The Social Justice Leadership Award was created by the Ethical Society, located in Garden City, to honor individuals who have dedicated their lives to the betterment of humankind, recognizing people who have made significant contributions in the areas of peace, justice, human rights or humanitarian causes. Their work reflects the values that Ethical Humanists cherish, including the fervent desire for peace among nations, the recognition
of the dignity and worth of each individual, and the obligation of each of us to work for societal change.
About the honorees:
David Sprintzen is both an activist and scholar. He is the founder and served as the cochair of the Long Island Progressive Coalition, an organization that for 35 years has advocated for affordable housing and health care, decent and well-paying jobs, a clean environment, respect for individual differences and a clean, safe and attractive community. Sprintzen is professor emeritus of philosophy at Long Island University. He is the author of four books, including Critique of Western Philosophy and Social Theory. Sprintzen is a longtime member of the Ethical Humanist Society of Long Island. He lives in Syosset.

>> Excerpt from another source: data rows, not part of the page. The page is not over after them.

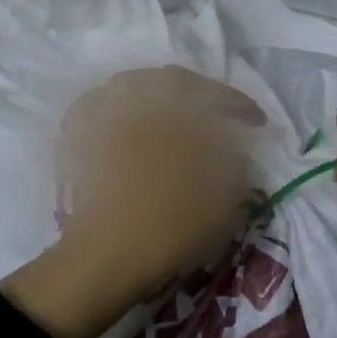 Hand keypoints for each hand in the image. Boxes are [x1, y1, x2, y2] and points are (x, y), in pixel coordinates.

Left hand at [3, 67, 263, 337]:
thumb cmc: (172, 225)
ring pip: (132, 86)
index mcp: (175, 109)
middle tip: (216, 114)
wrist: (107, 256)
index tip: (257, 122)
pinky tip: (125, 121)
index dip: (238, 104)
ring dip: (157, 93)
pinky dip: (115, 107)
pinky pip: (98, 106)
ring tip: (173, 114)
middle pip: (170, 81)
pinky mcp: (79, 138)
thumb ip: (235, 164)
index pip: (213, 93)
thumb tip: (235, 150)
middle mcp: (137, 100)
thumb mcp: (225, 198)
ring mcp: (103, 116)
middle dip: (198, 93) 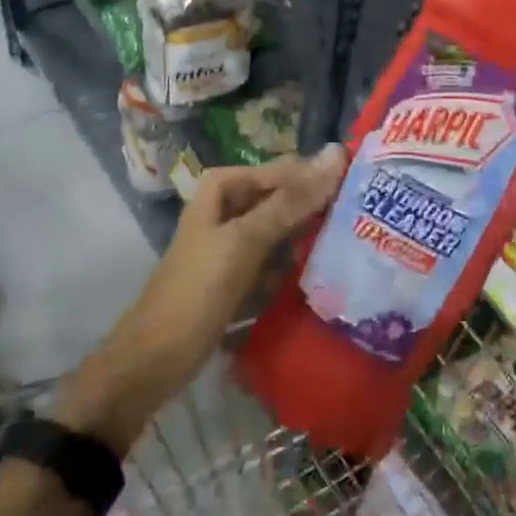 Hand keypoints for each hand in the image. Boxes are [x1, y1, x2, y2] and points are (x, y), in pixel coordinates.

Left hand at [52, 146, 346, 449]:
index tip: (358, 186)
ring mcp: (232, 245)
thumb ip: (290, 200)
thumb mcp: (245, 239)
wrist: (154, 360)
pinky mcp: (238, 277)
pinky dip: (295, 265)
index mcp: (222, 189)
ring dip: (309, 237)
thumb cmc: (198, 290)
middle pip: (281, 198)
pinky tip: (324, 273)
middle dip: (316, 207)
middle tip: (361, 216)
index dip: (316, 176)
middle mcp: (227, 210)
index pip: (281, 170)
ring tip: (351, 243)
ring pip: (281, 230)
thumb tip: (333, 154)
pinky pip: (276, 260) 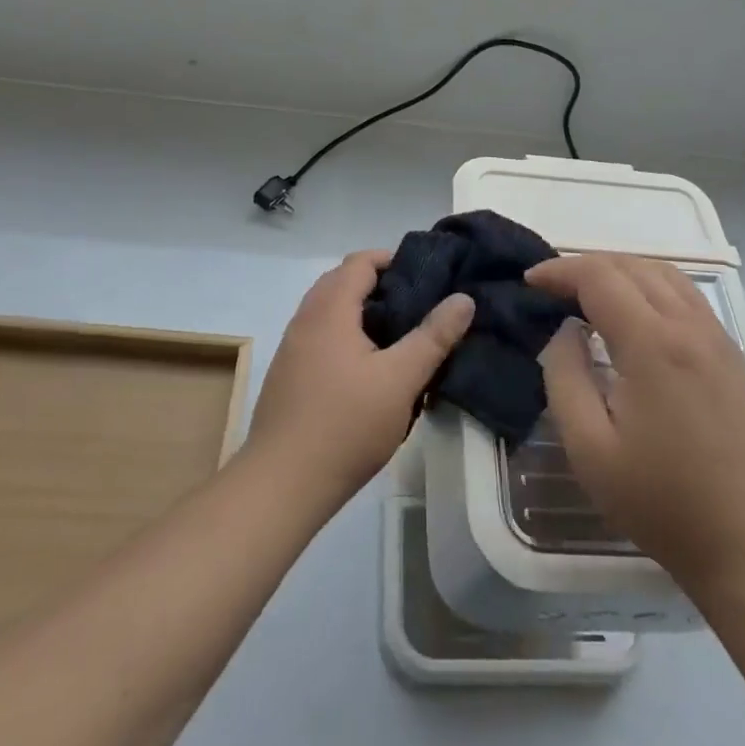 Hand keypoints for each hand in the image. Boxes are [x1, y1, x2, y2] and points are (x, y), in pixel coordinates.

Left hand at [246, 251, 473, 516]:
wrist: (281, 485)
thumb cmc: (345, 426)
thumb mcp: (400, 380)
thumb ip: (433, 337)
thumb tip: (463, 298)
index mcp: (330, 309)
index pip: (360, 261)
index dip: (393, 260)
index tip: (426, 278)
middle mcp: (305, 318)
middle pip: (342, 282)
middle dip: (379, 286)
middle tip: (416, 306)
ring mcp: (291, 348)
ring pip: (329, 311)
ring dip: (361, 313)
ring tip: (398, 338)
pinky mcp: (287, 375)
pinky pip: (320, 337)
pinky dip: (345, 336)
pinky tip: (368, 371)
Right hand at [527, 253, 744, 594]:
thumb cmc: (663, 502)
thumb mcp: (589, 449)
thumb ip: (565, 377)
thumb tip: (566, 331)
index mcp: (653, 343)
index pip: (600, 276)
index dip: (560, 270)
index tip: (530, 283)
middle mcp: (690, 326)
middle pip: (633, 265)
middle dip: (586, 266)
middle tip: (553, 289)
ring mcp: (719, 339)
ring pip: (665, 275)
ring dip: (621, 271)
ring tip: (590, 295)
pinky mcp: (735, 357)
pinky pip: (687, 298)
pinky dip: (651, 287)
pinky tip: (636, 318) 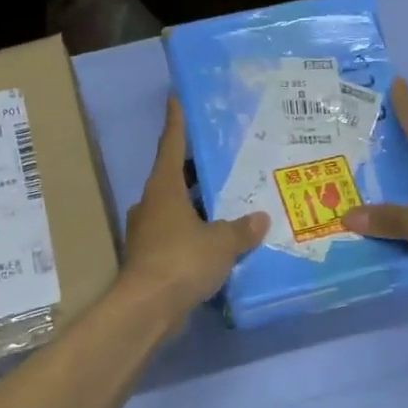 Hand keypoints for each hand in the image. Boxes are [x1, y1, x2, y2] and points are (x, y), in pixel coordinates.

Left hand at [120, 98, 267, 326]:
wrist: (147, 308)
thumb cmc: (182, 261)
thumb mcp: (221, 242)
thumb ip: (241, 229)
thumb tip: (260, 218)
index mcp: (163, 189)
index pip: (171, 145)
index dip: (176, 122)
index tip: (176, 98)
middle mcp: (151, 204)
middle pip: (174, 178)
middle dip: (195, 168)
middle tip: (223, 157)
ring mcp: (148, 232)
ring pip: (176, 209)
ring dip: (197, 204)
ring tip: (228, 200)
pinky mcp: (151, 258)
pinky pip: (178, 236)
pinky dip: (195, 233)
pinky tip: (218, 240) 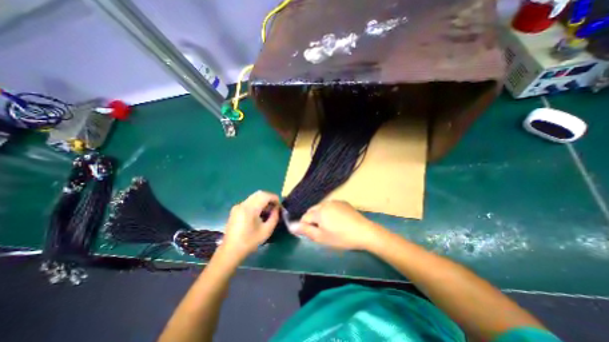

Bob Keeler is a consultant to the Hagedorn Foundation, which focuses on issues such as children and families, immigration, voting rights and civic engagement. Before that he worked for Newsday for nearly 42 years, including more than 11 years on the editorial board, specializing in editorials about politics and government in Suffolk County, the environment, immigration, religion and regional transportation. The stories that won him the Pulitzer Prize was a series focusing on the life of a Catholic parish, which appeared in 1995 and was later published as a book. In 2013, Newsday’s editorials on the recovery from Hurricane Sandy—including his work—were among the finalists for an editorial-writing Pulitzer. Today Keeler resides in Stony Brook.
Michelle Schimel is now serving her fifth term in the New York State Assembly for the 16th Assembly District. A full-time legislator, she is recognized in her community for her passion on the issues that affect New York, particularly the prevention of gun violence and protecting the environment. For two decades, she served on the Board of New Yorkers Against Gun Violence (NYAGV), the largest citizens’ group in New York State dedicated to reducing gun-related violence. The Environmental Advocates of New York has recognized Schimel as a leader on the environment. She has also been outspoken in her opposition to hydrofracking. She lives in Great Neck.